Così a mal parata ho deciso di darle retta e mi sono messa a setacciare la città alla ricerca dell'immagine perfetta per la “nostra” copertina.

Stanca di percorrere avanti ed indietro le vie di Forks, avevo deciso di recarmi verso il parco. Magari mi sarei fatta ispirare dal paesaggio.

Mi ero appostata su di una panchina, dietro alla pineta, con l'intento di riproporre un pino sui cui rami si era appoggiata un sacco di candida neve bianca.

Ero ancora dietro agli alberi quando li vidi. Jasper Hale e Victoria Swift camminavano mano nella mano lungo il vialetto imbiancato del parco. D'un tratto li avevo visti fermarsi, avevo visto la mano di Jasper tendersi verso il suo viso per sistemarle un ciuffo ribelle dietro l'orecchio. Subito dopo lei gli aveva preso il volto tra le sue mani regalandogli un bacio passionale sulle labbra.

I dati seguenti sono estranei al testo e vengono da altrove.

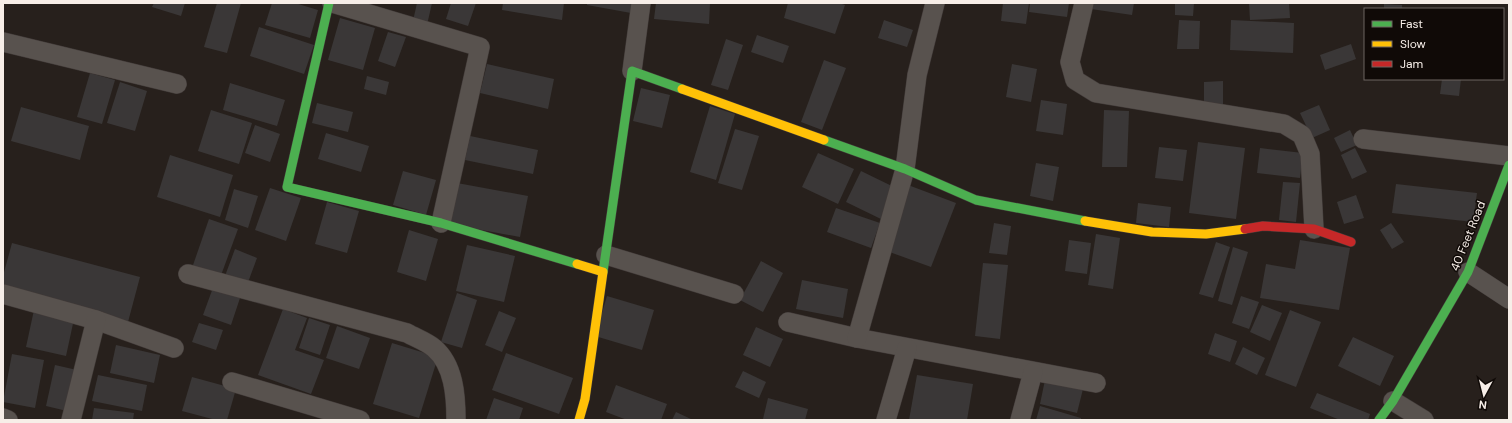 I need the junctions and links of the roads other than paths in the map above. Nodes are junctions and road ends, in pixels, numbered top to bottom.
1 (330, 3) edge
2 (641, 3) edge
3 (935, 3) edge
4 (1084, 3) edge
5 (3, 42) edge
6 (632, 71) junction
7 (178, 84) dead end
8 (1363, 139) dead end
9 (1509, 156) edge
10 (1509, 165) edge
11 (905, 169) junction
12 (441, 223) junction
13 (1314, 229) junction
14 (1351, 242) dead end
15 (605, 263) junction
16 (1468, 272) junction
17 (188, 274) dead end
18 (3, 294) edge
19 (734, 294) dead end
20 (1509, 299) edge
21 (96, 320) junction
22 (788, 322) dead end
23 (857, 338) junction
24 (174, 348) dead end
25 (907, 348) junction
26 (1033, 372) junction
27 (232, 382) dead end
28 (1096, 383) dead end
29 (1393, 401) junction
30 (3, 418) edge
31 (8, 420) edge
32 (71, 420) edge
33 (360, 420) edge
34 (456, 420) edge
35 (579, 420) edge
36 (886, 420) edge
37 (1020, 420) edge
38 (1379, 420) edge
39 (1424, 420) edge

1 - 12 street
1 - 12 street
2 - 6 street
3 - 11 street
4 - 13 street
5 - 7 street
6 - 11 street
6 - 15 street
8 - 9 street
10 - 16 street, 40 Feet Road
11 - 13 street
11 - 23 street
12 - 15 street
13 - 14 street
15 - 19 street
15 - 35 street
16 - 20 street
16 - 29 street, 40 Feet Road
17 - 34 street
18 - 21 street
21 - 24 street
21 - 32 street
22 - 23 street
23 - 25 street
25 - 26 street
25 - 36 street
26 - 28 street
26 - 37 street
27 - 33 street
29 - 38 street, 40 Feet Road
29 - 39 street
30 - 31 street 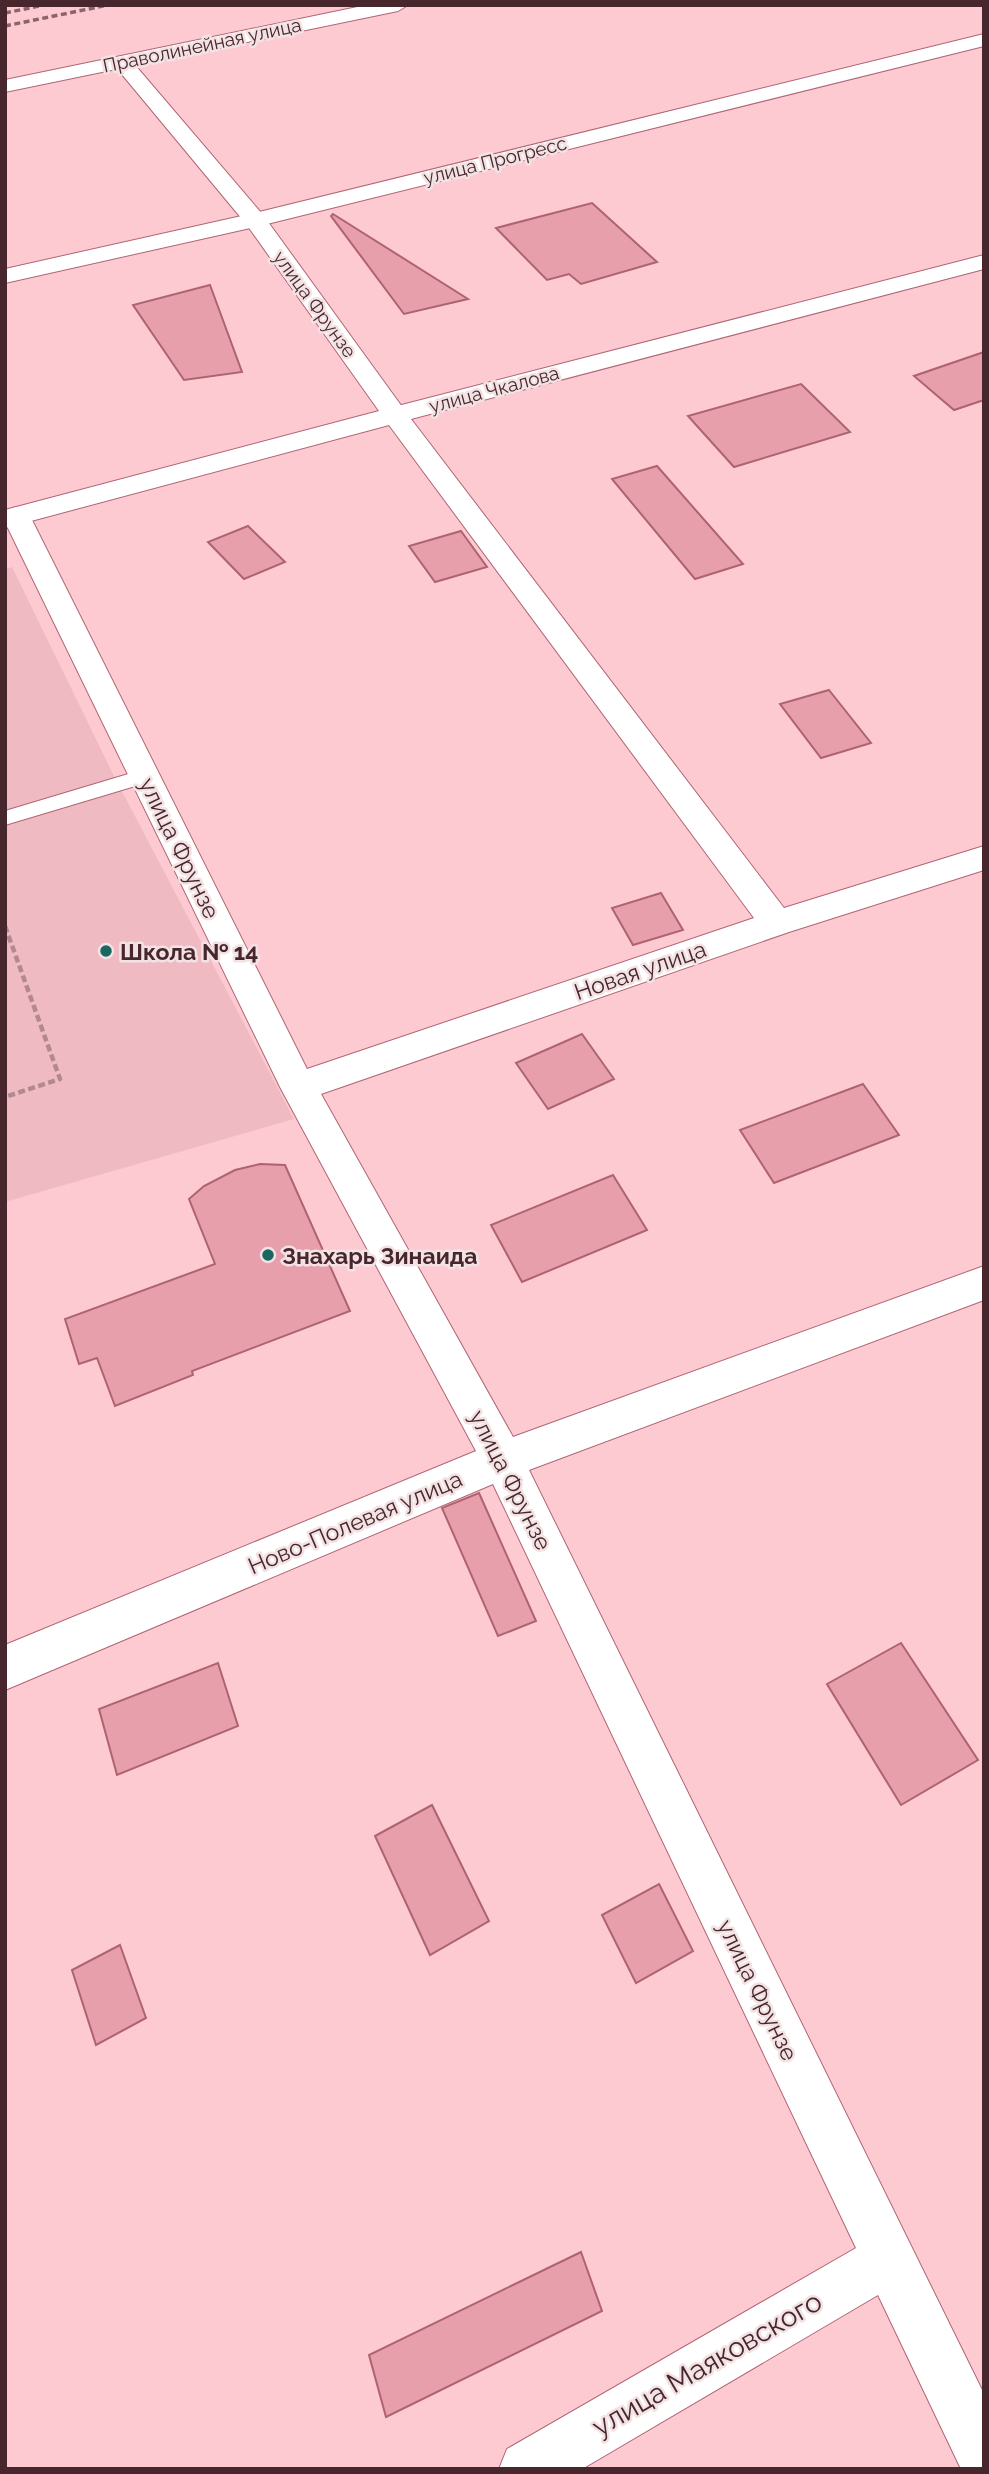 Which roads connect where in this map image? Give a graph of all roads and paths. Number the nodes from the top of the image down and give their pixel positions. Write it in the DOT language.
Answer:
graph roads {
  1 [pos="398,5"];
  2 [pos="984,40"];
  3 [pos="122,62"];
  4 [pos="5,86"];
  5 [pos="255,220"];
  6 [pos="984,262"];
  7 [pos="5,276"];
  8 [pos="395,415"];
  9 [pos="10,518"];
  10 [pos="145,776"];
  11 [pos="5,818"];
  12 [pos="984,858"];
  13 [pos="777,923"];
  14 [pos="5,926"];
  15 [pos="298,1087"];
  16 [pos="5,1097"];
  17 [pos="984,1283"];
  18 [pos="503,1460"];
  19 [pos="5,1668"];
  20 [pos="888,2259"];
  21 [pos="984,2455"];
  22 [pos="527,2469"];
  1 -- 3 [label="street, Праволинейная улица"];
  2 -- 5 [label="street, улица Прогресс"];
  3 -- 4 [label="street, Праволинейная улица"];
  3 -- 5 [label="street, улица Фрунзе"];
  5 -- 7 [label="street, улица Прогресс"];
  5 -- 8 [label="street, улица Фрунзе"];
  6 -- 8 [label="street, улица Чкалова"];
  8 -- 9 [label="street, улица Чкалова"];
  8 -- 13 [label="street, улица Фрунзе"];
  9 -- 10 [label="street, улица Фрунзе"];
  10 -- 11 [label="lane"];
  10 -- 15 [label="street, улица Фрунзе"];
  12 -- 13 [label="street, Новая улица"];
  13 -- 15 [label="street, Новая улица"];
  14 -- 16 [label="path"];
  15 -- 18 [label="street, улица Фрунзе"];
  17 -- 18 [label="street, Ново-Полевая улица"];
  18 -- 19 [label="street, Ново-Полевая улица"];
  18 -- 20 [label="street, улица Фрунзе"];
  20 -- 21 [label="street, улица Фрунзе"];
  20 -- 22 [label="street, улица Маяковского"];
} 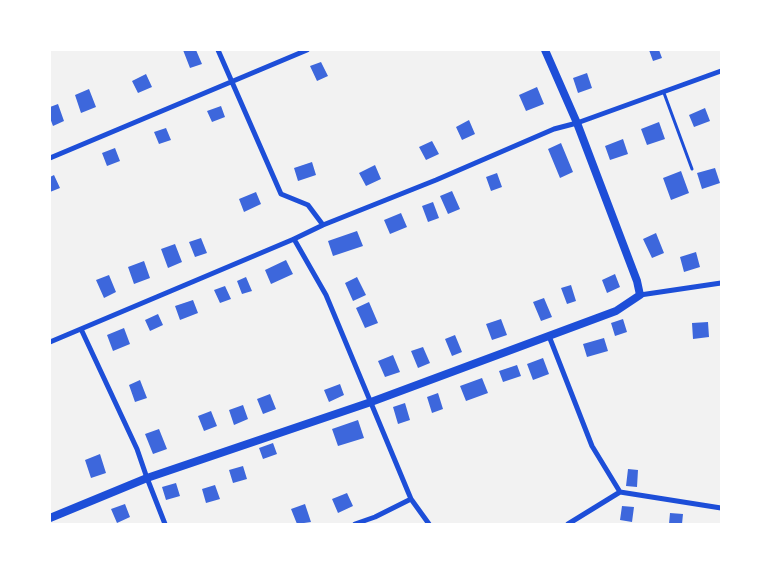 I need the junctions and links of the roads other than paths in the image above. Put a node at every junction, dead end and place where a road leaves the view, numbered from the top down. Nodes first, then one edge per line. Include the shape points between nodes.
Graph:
1 (218, 50) edge
2 (307, 50) edge
3 (545, 50) edge
4 (721, 71) edge
5 (232, 83) junction
6 (664, 93) junction
7 (577, 123) junction
8 (50, 158) edge
9 (692, 169) dead end
10 (323, 225) junction
11 (294, 239) junction
12 (721, 283) edge
13 (640, 295) junction
14 (81, 328) junction
15 (549, 336) junction
16 (50, 342) edge
17 (371, 402) junction
18 (146, 478) junction
19 (620, 492) junction
20 (411, 499) junction
21 (721, 508) edge
22 (50, 518) edge
23 (165, 524) edge
24 (355, 524) edge
25 (429, 524) edge
26 (568, 524) edge

1 - 5 street
2 - 5 street
3 - 7 street
4 - 6 street
5 - 8 street
5 - 10 street via 281,194 308,206
6 - 7 street
6 - 9 lane
7 - 10 street via 554,129
7 - 13 street
10 - 11 street
11 - 14 street
11 - 17 street via 326,295
12 - 13 street
13 - 15 street via 616,311
14 - 16 street
14 - 18 street via 137,449
15 - 17 street
15 - 19 street via 592,446
17 - 18 street
17 - 20 street
18 - 22 street
18 - 23 street
19 - 21 street
19 - 26 street
20 - 24 street
20 - 25 street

Avevo distolto lo sguardo prima che le bocca di Victoria si staccasse da quella di Jasper. Avevo sentito un dolore intenso farsi strada dentro di me, partire dallo stomaco per poi fermarsi all'altezza del cuore.

Quando il vento freddo dell'inverno cominciò a sfregiarmi il viso mi accorsi di come le lacrime scendessero copiose lungo le mie guance.

Mi ero fatta prendere dallo sconforto, la disperazione mi stava lentamente trascinando via con sé. Sentivo una voragine aprirsi sotto i miei piedi, un immenso buco nero dal quale difficilmente sarei riuscita a far ritorno.